Problem: you use LaTeX for developing your document and you use the glossaries package for defining acronym and glossary entries. You organize the entries into .tex files for each projects, e.g., "Acronyms.tex", "Glossary.tex". However, you've ended up with multiple versions of these .tex files from multiple projects and now you need ALL the unique acronyms in one file for a new project. How do you go about doing that? You could manually do this, but that could get tedious if they're are a lot of differences between files. Instead, you could use Python to automate the task. In addition, the entries can be organized along the way.
Going to use acronyms in this project, but they could also be glossary entries as the glossaries package handles both nearly the same.
First I'll set-up some example Acronym.tex files.

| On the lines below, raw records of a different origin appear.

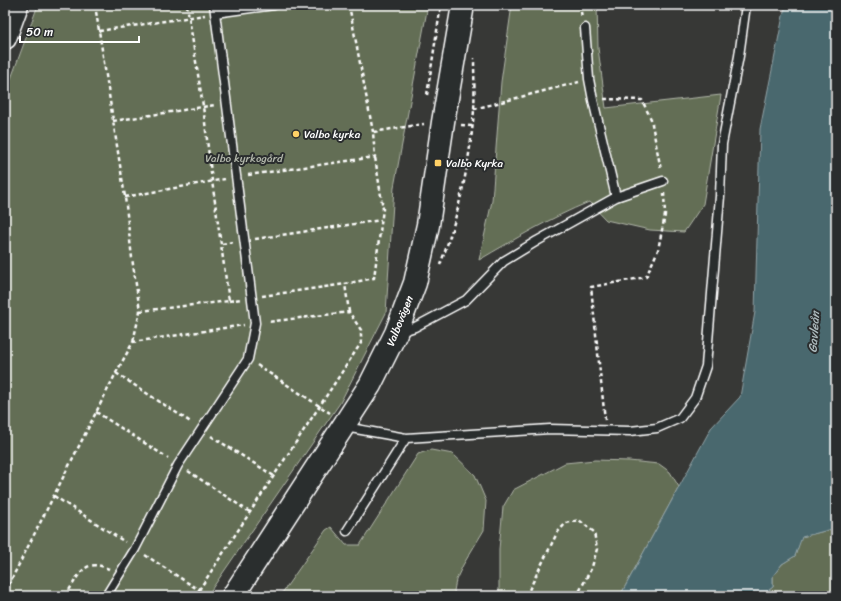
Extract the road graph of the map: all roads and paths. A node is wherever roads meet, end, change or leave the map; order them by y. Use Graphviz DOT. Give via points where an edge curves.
graph roads {
  1 [pos="17,5"];
  2 [pos="95,5"];
  3 [pos="187,5"];
  4 [pos="274,5"];
  5 [pos="348,5"];
  6 [pos="441,5"];
  7 [pos="463,5"];
  8 [pos="746,5"];
  9 [pos="214,9"];
  10 [pos="188,17"];
  11 [pos="585,28"];
  12 [pos="99,31"];
  13 [pos="5,38"];
  14 [pos="589,79"];
  15 [pos="593,100"];
  16 [pos="426,102"];
  17 [pos="226,103"];
  18 [pos="203,106"];
  19 [pos="474,109"];
  20 [pos="113,121"];
  21 [pos="430,121"];
  22 [pos="472,126"];
  23 [pos="373,132"];
  24 [pos="421,132"];
  25 [pos="375,157"];
  26 [pos="236,177"];
  27 [pos="212,181"];
  28 [pos="663,181"];
  29 [pos="125,197"];
  30 [pos="616,197"];
  31 [pos="381,220"];
  32 [pos="244,241"];
  33 [pos="222,244"];
  34 [pos="345,284"];
  35 [pos="251,298"];
  36 [pos="229,301"];
  37 [pos="140,312"];
  38 [pos="349,312"];
  39 [pos="396,333"];
  40 [pos="133,342"];
  41 [pos="248,360"];
  42 [pos="116,373"];
  43 [pos="96,412"];
  44 [pos="340,422"];
  45 [pos="202,430"];
  46 [pos="606,430"];
  47 [pos="406,438"];
  48 [pos="178,465"];
  49 [pos="274,476"];
  50 [pos="54,496"];
  51 [pos="251,513"];
  52 [pos="348,531"];
  53 [pos="135,549"];
  54 [pos="121,574"];
  55 [pos="65,596"];
  56 [pos="106,596"];
  57 [pos="208,596"];
  58 [pos="233,596"];
  59 [pos="526,596"];
  60 [pos="577,596"];
  1 -- 13 [label="main road"];
  2 -- 12 [label="path"];
  3 -- 10 [label="path"];
  4 -- 9 [label="lane"];
  5 -- 23 [label="path"];
  6 -- 16 [label="path"];
  7 -- 21 [label="main road, Valbovägen"];
  8 -- 46 [label="lane" via="722,144 706,366 695,398 680,418 657,428"];
  9 -- 10 [label="path"];
  9 -- 17 [label="lane"];
  10 -- 12 [label="path"];
  10 -- 18 [label="path"];
  11 -- 14 [label="lane"];
  12 -- 20 [label="path"];
  14 -- 15 [label="lane"];
  14 -- 19 [label="path"];
  15 -- 28 [label="path" via="642,100 651,119"];
  15 -- 30 [label="lane"];
  17 -- 18 [label="path"];
  17 -- 26 [label="lane"];
  18 -- 20 [label="path"];
  18 -- 27 [label="path"];
  20 -- 29 [label="path"];
  21 -- 22 [label="path"];
  21 -- 23 [label="path"];
  21 -- 24 [label="path"];
  21 -- 39 [label="main road, Valbovägen" via="428,224 415,283"];
  23 -- 25 [label="path"];
  25 -- 26 [label="path"];
  25 -- 31 [label="path" via="383,209"];
  26 -- 27 [label="path"];
  26 -- 32 [label="lane"];
  27 -- 29 [label="path"];
  27 -- 33 [label="path"];
  28 -- 30 [label="lane"];
  28 -- 46 [label="path" via="665,215 658,250 646,277 591,287"];
  29 -- 37 [label="path"];
  30 -- 39 [label="lane" via="504,261 466,300 415,327"];
  31 -- 32 [label="path"];
  31 -- 34 [label="path" via="374,278"];
  32 -- 33 [label="path"];
  32 -- 35 [label="lane"];
  33 -- 36 [label="path"];
  34 -- 35 [label="path"];
  34 -- 38 [label="path"];
  35 -- 36 [label="path"];
  35 -- 41 [label="lane" via="255,323"];
  36 -- 37 [label="path"];
  37 -- 40 [label="path"];
  39 -- 44 [label="main road, Valbovägen" via="370,385"];
  41 -- 44 [label="path"];
  41 -- 45 [label="lane"];
  42 -- 45 [label="path"];
  43 -- 48 [label="path"];
  44 -- 47 [label="lane"];
  44 -- 58 [label="main road, Valbovägen"];
  45 -- 48 [label="lane"];
  45 -- 49 [label="path"];
  46 -- 47 [label="lane" via="550,429"];
  47 -- 52 [label="lane"];
  48 -- 51 [label="path"];
  48 -- 53 [label="lane"];
  50 -- 53 [label="path"];
  53 -- 54 [label="lane"];
  53 -- 57 [label="path"];
  54 -- 55 [label="path" via="100,565 93,565 81,572"];
  54 -- 56 [label="lane"];
  59 -- 60 [label="path" via="557,533 566,523 579,520 594,532 597,549 592,567"];
}
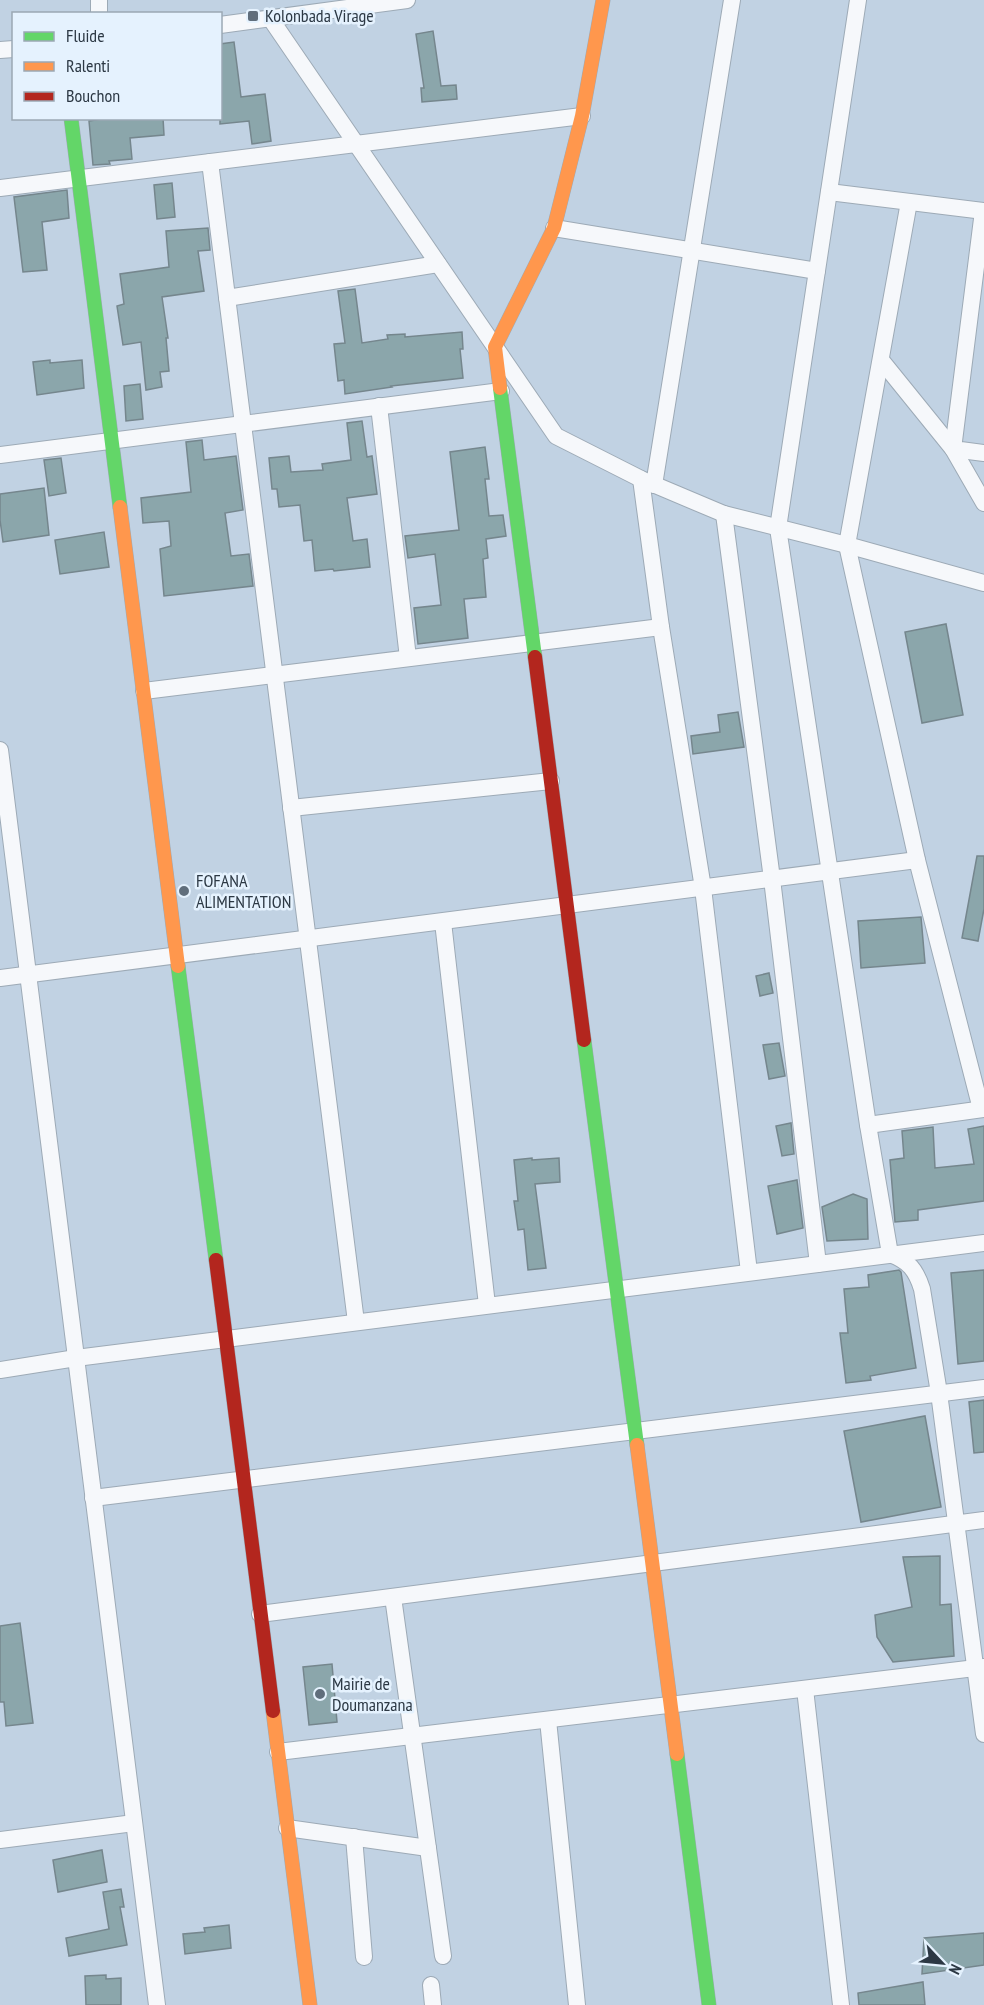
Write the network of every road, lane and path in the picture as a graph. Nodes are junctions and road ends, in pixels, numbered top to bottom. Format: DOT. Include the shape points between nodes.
graph roads {
  1 [pos="407,0"];
  2 [pos="603,0"];
  3 [pos="732,0"];
  4 [pos="858,0"];
  5 [pos="324,6"];
  6 [pos="270,18"];
  7 [pos="222,24"];
  8 [pos="582,116"];
  9 [pos="71,120"];
  10 [pos="356,144"];
  11 [pos="210,162"];
  12 [pos="79,178"];
  13 [pos="0,188"];
  14 [pos="829,192"];
  15 [pos="909,202"];
  16 [pos="983,211"];
  17 [pos="554,228"];
  18 [pos="692,251"];
  19 [pos="438,264"];
  20 [pos="817,272"];
  21 [pos="227,298"];
  22 [pos="495,347"];
  23 [pos="880,360"];
  24 [pos="501,390"];
  25 [pos="380,406"];
  26 [pos="243,423"];
  27 [pos="112,440"];
  28 [pos="953,449"];
  29 [pos="984,453"];
  30 [pos="0,455"];
  31 [pos="648,482"];
  32 [pos="984,503"];
  33 [pos="724,514"];
  34 [pos="778,528"];
  35 [pos="847,545"];
  36 [pos="984,583"];
  37 [pos="661,627"];
  38 [pos="534,643"];
  39 [pos="408,658"];
  40 [pos="274,675"];
  41 [pos="144,692"];
  42 [pos="0,750"];
  43 [pos="551,781"];
  44 [pos="291,808"];
  45 [pos="6,842"];
  46 [pos="917,860"];
  47 [pos="829,872"];
  48 [pos="772,879"];
  49 [pos="703,888"];
  50 [pos="567,905"];
  51 [pos="443,921"];
  52 [pos="308,939"];
  53 [pos="177,956"];
  54 [pos="28,975"];
  55 [pos="0,978"];
  56 [pos="984,1090"];
  57 [pos="983,1109"];
  58 [pos="868,1125"];
  59 [pos="984,1243"];
  60 [pos="890,1254"];
  61 [pos="818,1264"];
  62 [pos="749,1272"];
  63 [pos="617,1289"];
  64 [pos="487,1305"];
  65 [pos="356,1322"];
  66 [pos="226,1338"];
  67 [pos="76,1358"];
  68 [pos="0,1370"];
  69 [pos="984,1388"];
  70 [pos="939,1393"];
  71 [pos="635,1431"];
  72 [pos="243,1479"];
  73 [pos="93,1498"];
  74 [pos="984,1520"];
  75 [pos="956,1523"];
  76 [pos="652,1563"];
  77 [pos="393,1597"];
  78 [pos="260,1614"];
  79 [pos="980,1668"];
  80 [pos="805,1689"];
  81 [pos="671,1705"];
  82 [pos="548,1720"];
  83 [pos="984,1734"];
  84 [pos="412,1736"];
  85 [pos="278,1752"];
  86 [pos="134,1823"];
  87 [pos="287,1828"];
  88 [pos="354,1837"];
  89 [pos="0,1840"];
  90 [pos="428,1848"];
  91 [pos="443,1956"];
  92 [pos="364,1958"];
  93 [pos="430,1985"];
  94 [pos="157,2005"];
  95 [pos="310,2005"];
  96 [pos="433,2005"];
  97 [pos="577,2005"];
  98 [pos="709,2005"];
  99 [pos="841,2005"];
  1 -- 5 [label="street"];
  2 -- 8 [label="street"];
  3 -- 18 [label="street"];
  4 -- 14 [label="street"];
  5 -- 6 [label="street"];
  6 -- 7 [label="street"];
  6 -- 10 [label="street"];
  8 -- 10 [label="street"];
  8 -- 17 [label="street"];
  9 -- 12 [label="street"];
  10 -- 11 [label="street"];
  10 -- 19 [label="street"];
  11 -- 12 [label="street"];
  11 -- 21 [label="street"];
  12 -- 13 [label="street"];
  12 -- 27 [label="street"];
  14 -- 15 [label="street"];
  14 -- 20 [label="street"];
  15 -- 16 [label="street"];
  15 -- 23 [label="street"];
  16 -- 28 [label="street"];
  17 -- 18 [label="street"];
  17 -- 22 [label="street"];
  18 -- 20 [label="street"];
  18 -- 31 [label="street"];
  19 -- 21 [label="street"];
  19 -- 22 [label="street"];
  20 -- 34 [label="street"];
  21 -- 26 [label="street"];
  22 -- 24 [label="street"];
  22 -- 31 [label="street" via="556,436"];
  23 -- 28 [label="street"];
  23 -- 35 [label="street"];
  24 -- 25 [label="street"];
  24 -- 38 [label="street"];
  25 -- 26 [label="street"];
  25 -- 39 [label="street"];
  26 -- 27 [label="street"];
  26 -- 40 [label="street"];
  27 -- 30 [label="street"];
  27 -- 41 [label="street"];
  28 -- 29 [label="street"];
  28 -- 32 [label="street"];
  31 -- 33 [label="street"];
  31 -- 37 [label="street"];
  33 -- 34 [label="street"];
  33 -- 48 [label="street"];
  34 -- 35 [label="street"];
  34 -- 47 [label="street"];
  35 -- 36 [label="street"];
  35 -- 46 [label="street"];
  37 -- 38 [label="street"];
  37 -- 49 [label="street"];
  38 -- 39 [label="street"];
  38 -- 43 [label="street"];
  39 -- 40 [label="street"];
  40 -- 41 [label="street"];
  40 -- 44 [label="street"];
  41 -- 53 [label="street"];
  42 -- 45 [label="street"];
  43 -- 44 [label="street"];
  43 -- 50 [label="street"];
  44 -- 52 [label="street"];
  45 -- 54 [label="street"];
  46 -- 47 [label="street"];
  46 -- 57 [label="street"];
  47 -- 48 [label="street"];
  47 -- 58 [label="street"];
  48 -- 49 [label="street"];
  48 -- 61 [label="street"];
  49 -- 50 [label="street"];
  49 -- 62 [label="street"];
  50 -- 51 [label="street"];
  50 -- 63 [label="street"];
  51 -- 52 [label="street"];
  51 -- 64 [label="street"];
  52 -- 53 [label="street"];
  52 -- 65 [label="street"];
  53 -- 54 [label="street"];
  53 -- 66 [label="street"];
  54 -- 55 [label="street"];
  54 -- 67 [label="street"];
  56 -- 57 [label="street"];
  57 -- 58 [label="street"];
  58 -- 60 [label="street"];
  59 -- 60 [label="street"];
  60 -- 61 [label="street"];
  60 -- 70 [label="street" via="909,1263 920,1280"];
  61 -- 62 [label="street"];
  62 -- 63 [label="street"];
  63 -- 64 [label="street"];
  63 -- 71 [label="street"];
  64 -- 65 [label="street"];
  65 -- 66 [label="street"];
  66 -- 67 [label="street"];
  66 -- 72 [label="street"];
  67 -- 68 [label="street"];
  67 -- 73 [label="street"];
  69 -- 70 [label="street"];
  70 -- 71 [label="street"];
  70 -- 75 [label="street"];
  71 -- 72 [label="street"];
  71 -- 76 [label="street"];
  72 -- 73 [label="street"];
  72 -- 78 [label="street"];
  73 -- 86 [label="street"];
  74 -- 75 [label="street"];
  75 -- 76 [label="street"];
  75 -- 79 [label="street"];
  76 -- 77 [label="street"];
  76 -- 81 [label="street"];
  77 -- 78 [label="street"];
  77 -- 84 [label="street"];
  78 -- 85 [label="street"];
  79 -- 80 [label="street"];
  79 -- 83 [label="street"];
  80 -- 81 [label="street"];
  80 -- 99 [label="street"];
  81 -- 82 [label="street"];
  81 -- 98 [label="street"];
  82 -- 84 [label="street"];
  82 -- 97 [label="street"];
  84 -- 85 [label="street"];
  84 -- 90 [label="street"];
  85 -- 87 [label="street"];
  86 -- 89 [label="street"];
  86 -- 94 [label="street"];
  87 -- 88 [label="street"];
  87 -- 95 [label="street"];
  88 -- 90 [label="street"];
  88 -- 92 [label="street"];
  90 -- 91 [label="street"];
  93 -- 96 [label="street"];
}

Note how they are unsorted, something we can improve on later.
acro1 = """
\\newabbreviation{abba}{ABBA}{Björn & Benny, Agnetha & Frida}
\\newabbreviation{unsc}{UNSC}{United Nations Space Command}
\\newabbreviation{odst}{ODST}{Orbital Drop Shock Trooper}
\\newabbreviation{fish}{FISH}{F' It, Stuff Happens}
\\newabbreviation{gps}{GPS}{Go Pound Sound}
\\newabbreviation{evil}{EVIL}{Every Villian is Lemon}
\\newabbreviation{otr}{OTR}{over the rainbow}
\\newabbreviation{sc}{SC}{Snack Club}
\\newabbreviation{mo}{MO}{modus operandi}
\\newabbreviation{ul}{UL}{ultralight}
\\newabbreviation{blt}{BLT}{bacon lettuce tomato}
"""
acro2 = """
\\newabbreviation{abba}{ABBA}{Björn & Benny, Agnetha & Frida}
\\newabbreviation{otr}{OTR}{Optimal Test Ruminant}
\\newabbreviation{pre}{PRE}{Prototype Ruminant Evaluation}
\\newabbreviation[longplural="Ruminants Under Test"]{rut}{RUT}{Ruminant Under Test}
\\newabbreviation{EVIL}{EVIL}{Every Villian is Lemon}
\\newabbreviation{irbh}{IRBH}{I'd Rather Be Hiking!}
\\newabbreviation{hh}{HH}{hobbit head}
\\newabbreviation{gps}{GPS}{Go Pound Sound}
\\newabbreviation{crud}{CRUD}{create, read, update, and delete}
"""
with open('Acronyms1.tex','w') as f:
f.write(acro1)
with open('Acronyms2.tex','w') as f:
f.write(acro2)
# Pretending we didn't just create these files.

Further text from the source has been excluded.